Servings 8 (but can be divided in half easily)
1/2 c. water
16 dates about (4 oz.) pitted and finely chopped
1/2 c. fresh lime juice
6 T. extra virgin olive oil
2 T. dried oregano
4 tsp. honey
4 tsp. ground cumin
4 tsp. ground coriander
4 cans of black beans (15 oz) rinsed and drained
Or cook your own which is better Organic Black Turtle Beans
1/2 c. chopped red bell pepper
1/2 c. chopped yellow bell pepper
1/2 c. chopped green bell pepper
1/2 c. red onion
1/2 c. chopped fresh parsley
- Boil water and dates in a heavy small saucepan for 2 minutes.
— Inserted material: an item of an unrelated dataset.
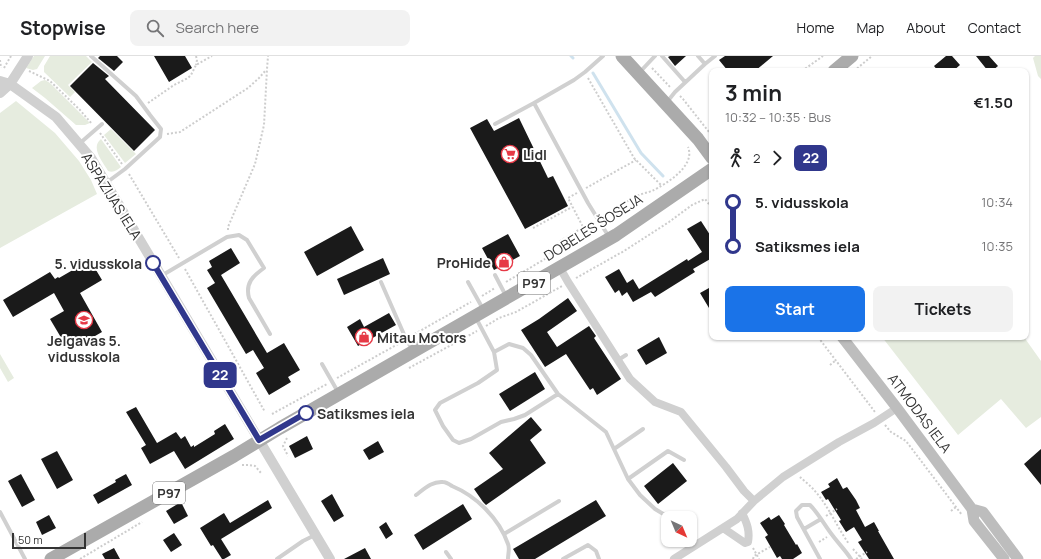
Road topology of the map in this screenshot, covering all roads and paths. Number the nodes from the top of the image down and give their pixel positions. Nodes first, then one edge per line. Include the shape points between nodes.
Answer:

Remove from the heat; cover and let stand 1 hour to soften.
- transfer the date mixture o a blender. Add lime juice, oil, oregano, honey, cumin and coriander and puree.
- Season to taste with salt and pepper.
- (This can be made a day ahead. cover and refrigerate.) Let stand at room temperature for 1 hour before using.
- Combine beans, bell peppers, onion and parsley in a large bowl.
- Toss with enough vinaigrette to coat. Season with salt and pepper.
- Can be made 6 hours ahead, and let stand at room temperature. You could also make the day before and place into the refrigerator.